▶ **EXERCISE INSTRUCTIONS**
Look through the entries. Copy each line that has the word "Amapolas".

Dataset entries:
----

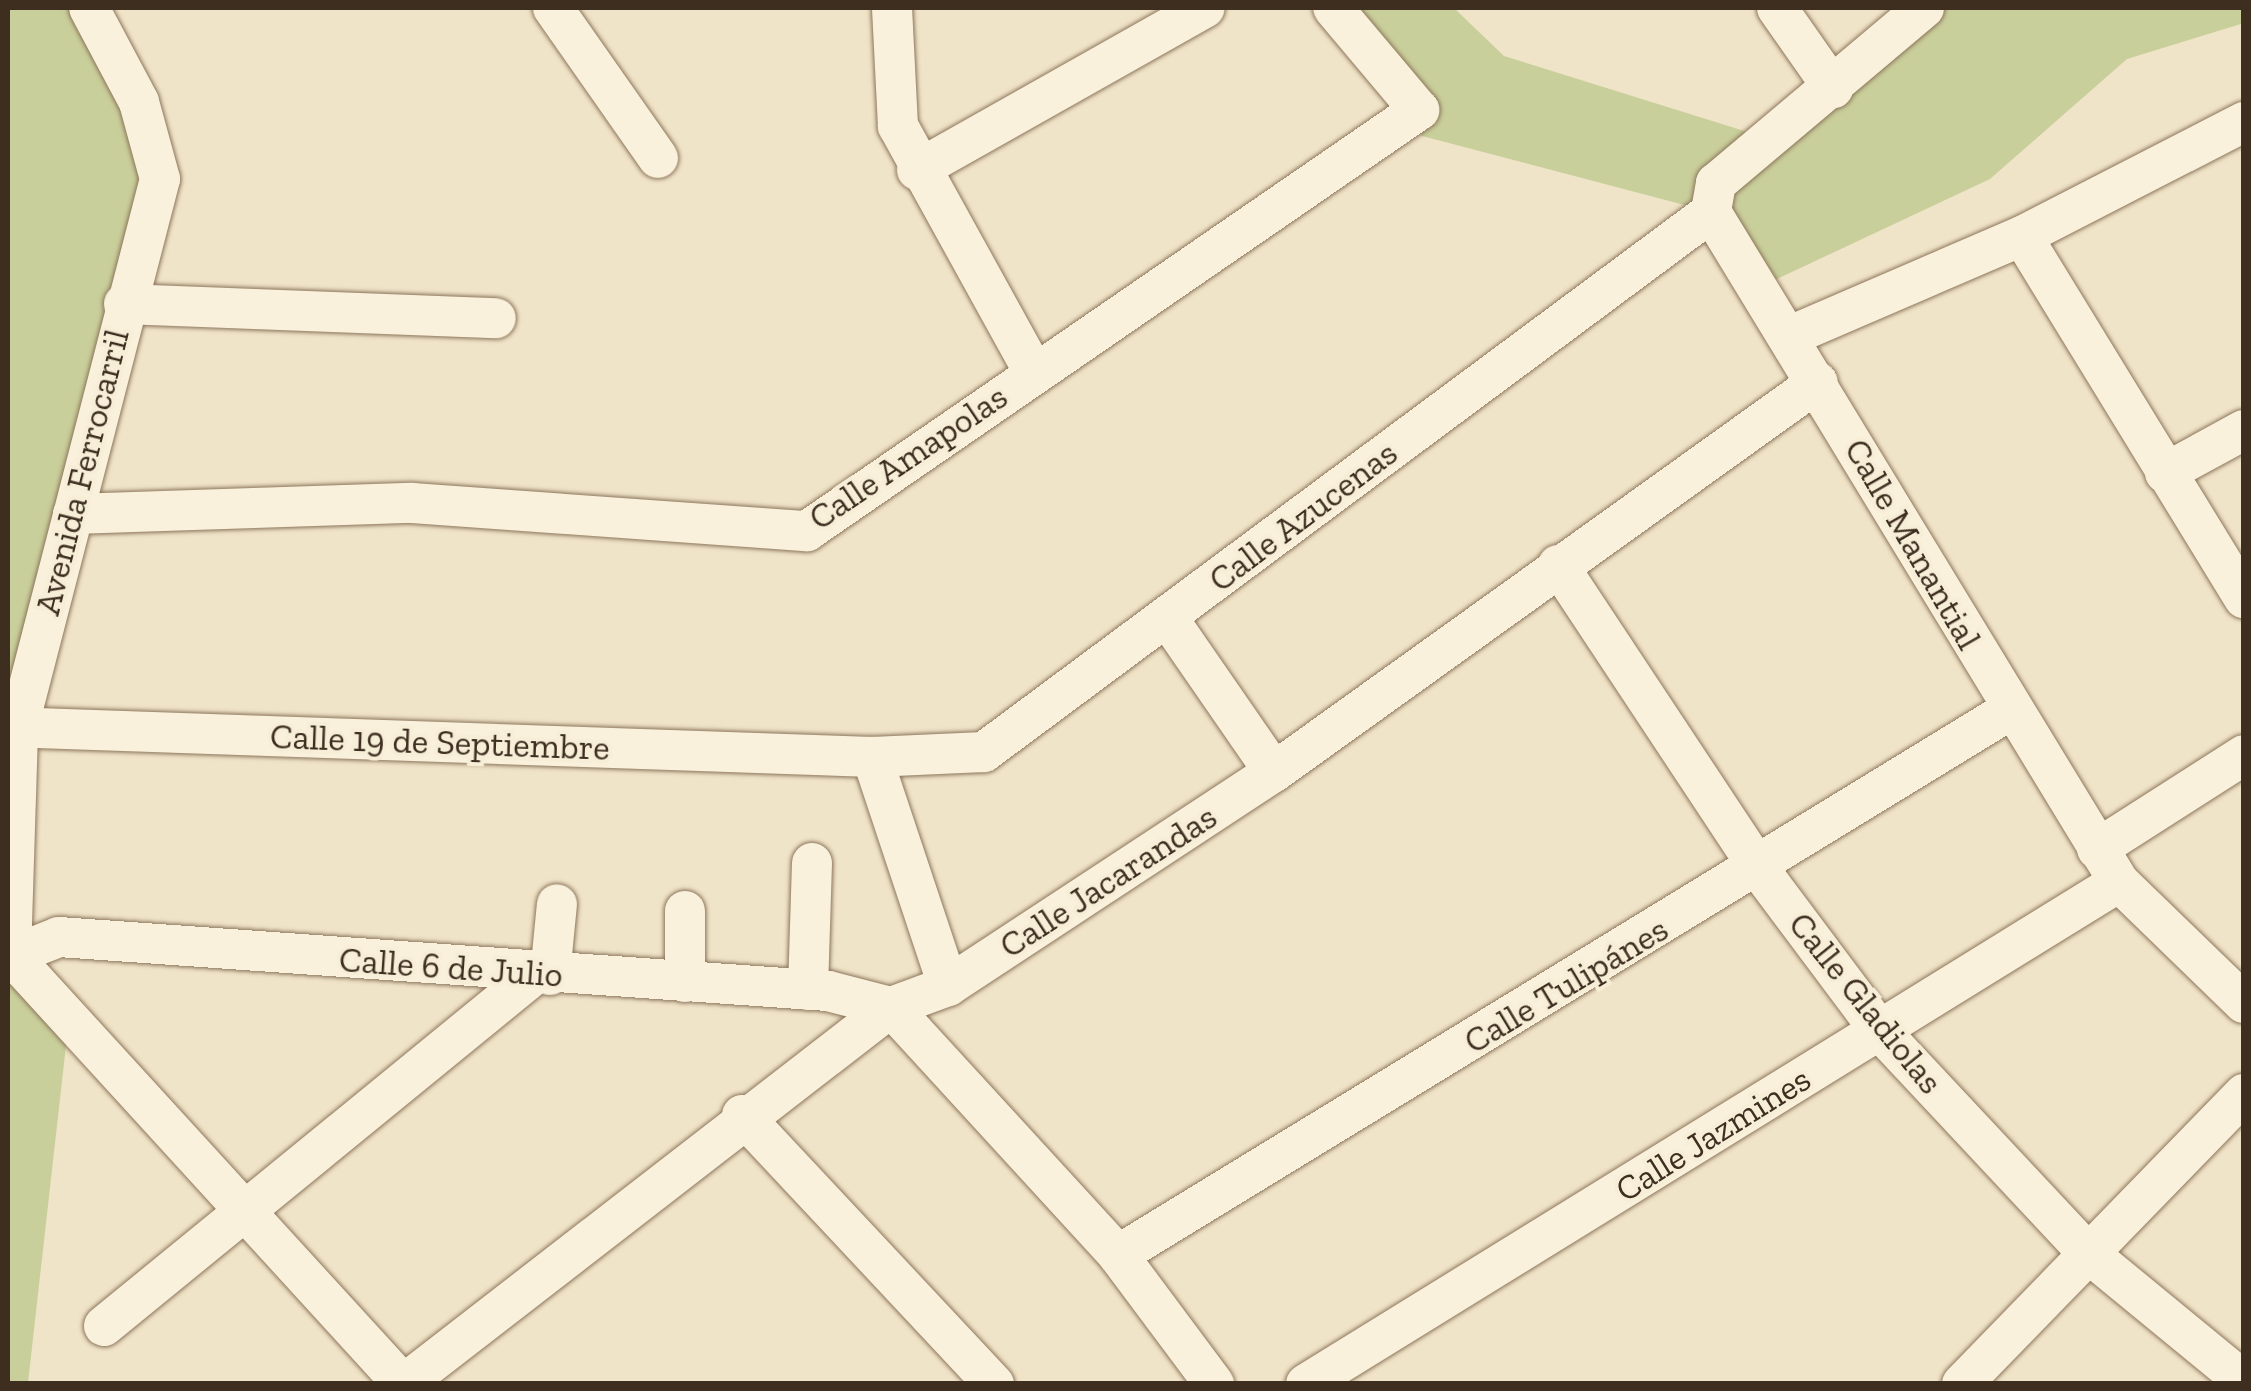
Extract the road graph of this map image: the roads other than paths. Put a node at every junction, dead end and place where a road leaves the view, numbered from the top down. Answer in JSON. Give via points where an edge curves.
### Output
{"nodes":[{"id":1,"x":89,"y":8,"type":"edge"},
{"id":2,"x":553,"y":8,"type":"edge"},
{"id":3,"x":892,"y":8,"type":"edge"},
{"id":4,"x":1205,"y":8,"type":"edge"},
{"id":5,"x":1333,"y":8,"type":"edge"},
{"id":6,"x":1777,"y":8,"type":"edge"},
{"id":7,"x":1924,"y":8,"type":"edge"},
{"id":8,"x":1833,"y":88,"type":"junction"},
{"id":9,"x":2244,"y":122,"type":"edge"},
{"id":10,"x":658,"y":158,"type":"dead end"},
{"id":11,"x":918,"y":170,"type":"junction"},
{"id":12,"x":1711,"y":212,"type":"junction"},
{"id":13,"x":2022,"y":236,"type":"junction"},
{"id":14,"x":124,"y":304,"type":"junction"},
{"id":15,"x":496,"y":318,"type":"dead end"},
{"id":16,"x":1792,"y":335,"type":"junction"},
{"id":17,"x":1034,"y":372,"type":"junction"},
{"id":18,"x":1818,"y":382,"type":"junction"},
{"id":19,"x":2244,"y":430,"type":"edge"},
{"id":20,"x":2165,"y":472,"type":"junction"},
{"id":21,"x":73,"y":514,"type":"junction"},
{"id":22,"x":1558,"y":565,"type":"junction"},
{"id":23,"x":2244,"y":598,"type":"edge"},
{"id":24,"x":1167,"y":617,"type":"junction"},
{"id":25,"x":2010,"y":710,"type":"junction"},
{"id":26,"x":13,"y":728,"type":"edge"},
{"id":27,"x":2244,"y":755,"type":"edge"},
{"id":28,"x":872,"y":757,"type":"junction"},
{"id":29,"x":1274,"y":772,"type":"junction"},
{"id":30,"x":812,"y":863,"type":"dead end"},
{"id":31,"x":2108,"y":865,"type":"junction"},
{"id":32,"x":1759,"y":868,"type":"junction"},
{"id":33,"x":557,"y":904,"type":"dead end"},
{"id":34,"x":685,"y":911,"type":"dead end"},
{"id":35,"x":9,"y":956,"type":"edge"},
{"id":36,"x":542,"y":974,"type":"junction"},
{"id":37,"x":685,"y":982,"type":"junction"},
{"id":38,"x":948,"y":986,"type":"junction"},
{"id":39,"x":808,"y":990,"type":"junction"},
{"id":40,"x":2244,"y":1004,"type":"edge"},
{"id":41,"x":892,"y":1007,"type":"junction"},
{"id":42,"x":1880,"y":1031,"type":"junction"},
{"id":43,"x":2244,"y":1094,"type":"edge"},
{"id":44,"x":742,"y":1115,"type":"junction"},
{"id":45,"x":245,"y":1216,"type":"junction"},
{"id":46,"x":2088,"y":1253,"type":"junction"},
{"id":47,"x":1118,"y":1255,"type":"junction"},
{"id":48,"x":104,"y":1326,"type":"dead end"},
{"id":49,"x":2244,"y":1382,"type":"edge"},
{"id":50,"x":404,"y":1384,"type":"edge"},
{"id":51,"x":994,"y":1384,"type":"edge"},
{"id":52,"x":1214,"y":1384,"type":"edge"},
{"id":53,"x":1306,"y":1384,"type":"edge"},
{"id":54,"x":1962,"y":1384,"type":"edge"}],
"edges":[{"from":1,"to":14,"type":"street","name":"Avenida Ferrocarril","via":[[139,102],[160,179]]},
{"from":2,"to":10,"type":"street"},
{"from":3,"to":11,"type":"street","via":[[898,126]]},
{"from":4,"to":11,"type":"street"},
{"from":5,"to":17,"type":"street","name":"Calle Amapolas","via":[[1419,110]]},
{"from":6,"to":8,"type":"street"},
{"from":7,"to":8,"type":"street"},
{"from":8,"to":12,"type":"street","via":[[1716,183]]},
{"from":9,"to":13,"type":"street"},
{"from":11,"to":17,"type":"street"},
{"from":12,"to":16,"type":"street","name":"Calle Manantial"},
{"from":12,"to":24,"type":"street","name":"Calle Azucenas"},
{"from":13,"to":16,"type":"street"},
{"from":13,"to":20,"type":"street"},
{"from":14,"to":15,"type":"street"},
{"from":14,"to":21,"type":"street","name":"Avenida Ferrocarril"},
{"from":16,"to":18,"type":"street","name":"Calle Manantial"},
{"from":17,"to":21,"type":"street","name":"Calle Amapolas","via":[[806,532],[412,503]]},
{"from":18,"to":22,"type":"street","name":"Calle Jacarandas"},
{"from":18,"to":25,"type":"street","name":"Calle Manantial"},
{"from":19,"to":20,"type":"street"},
{"from":20,"to":23,"type":"street"},
{"from":21,"to":26,"type":"street","name":"Avenida Ferrocarril"},
{"from":22,"to":29,"type":"street","name":"Calle Jacarandas"},
{"from":22,"to":32,"type":"street","name":"Calle Gladiolas"},
{"from":24,"to":28,"type":"street","name":"Calle Azucenas","via":[[984,752]]},
{"from":24,"to":29,"type":"street"},
{"from":25,"to":31,"type":"street","name":"Calle Manantial"},
{"from":25,"to":32,"type":"street","name":"Calle Tulipánes"},
{"from":26,"to":28,"type":"street","name":"Calle 19 de Septiembre"},
{"from":26,"to":35,"type":"street","name":"Avenida Ferrocarril"},
{"from":27,"to":31,"type":"street","name":"Calle Jazmines"},
{"from":28,"to":38,"type":"street"},
{"from":29,"to":38,"type":"street","name":"Calle Jacarandas"},
{"from":30,"to":39,"type":"street"},
{"from":31,"to":40,"type":"street","name":"Calle Manantial"},
{"from":31,"to":42,"type":"street","name":"Calle Jazmines"},
{"from":32,"to":42,"type":"street","name":"Calle Gladiolas"},
{"from":32,"to":47,"type":"street","name":"Calle Tulipánes"},
{"from":33,"to":36,"type":"street"},
{"from":34,"to":37,"type":"street"},
{"from":35,"to":36,"type":"street","name":"Calle 6 de Julio","via":[[59,938]]},
{"from":35,"to":45,"type":"street"},
{"from":36,"to":37,"type":"street","name":"Calle 6 de Julio"},
{"from":36,"to":45,"type":"street"},
{"from":37,"to":39,"type":"street","name":"Calle 6 de Julio"},
{"from":38,"to":41,"type":"street","name":"Calle Jacarandas"},
{"from":39,"to":41,"type":"street","name":"Calle 6 de Julio"},
{"from":41,"to":44,"type":"street","name":"Calle Jacarandas"},
{"from":41,"to":47,"type":"street"},
{"from":42,"to":46,"type":"street","name":"Calle Gladiolas"},
{"from":42,"to":53,"type":"street","name":"Calle Jazmines"},
{"from":43,"to":46,"type":"street"},
{"from":44,"to":50,"type":"street","name":"Calle Jacarandas"},
{"from":44,"to":51,"type":"street"},
{"from":45,"to":48,"type":"street"},
{"from":45,"to":50,"type":"street"},
{"from":46,"to":49,"type":"street","name":"Calle Gladiolas"},
{"from":46,"to":54,"type":"street"},
{"from":47,"to":52,"type":"street"}]}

----

▶ **EXPECTED ANSWER**
{"from":5,"to":17,"type":"street","name":"Calle Amapolas","via":[[1419,110]]},
{"from":17,"to":21,"type":"street","name":"Calle Amapolas","via":[[806,532],[412,503]]},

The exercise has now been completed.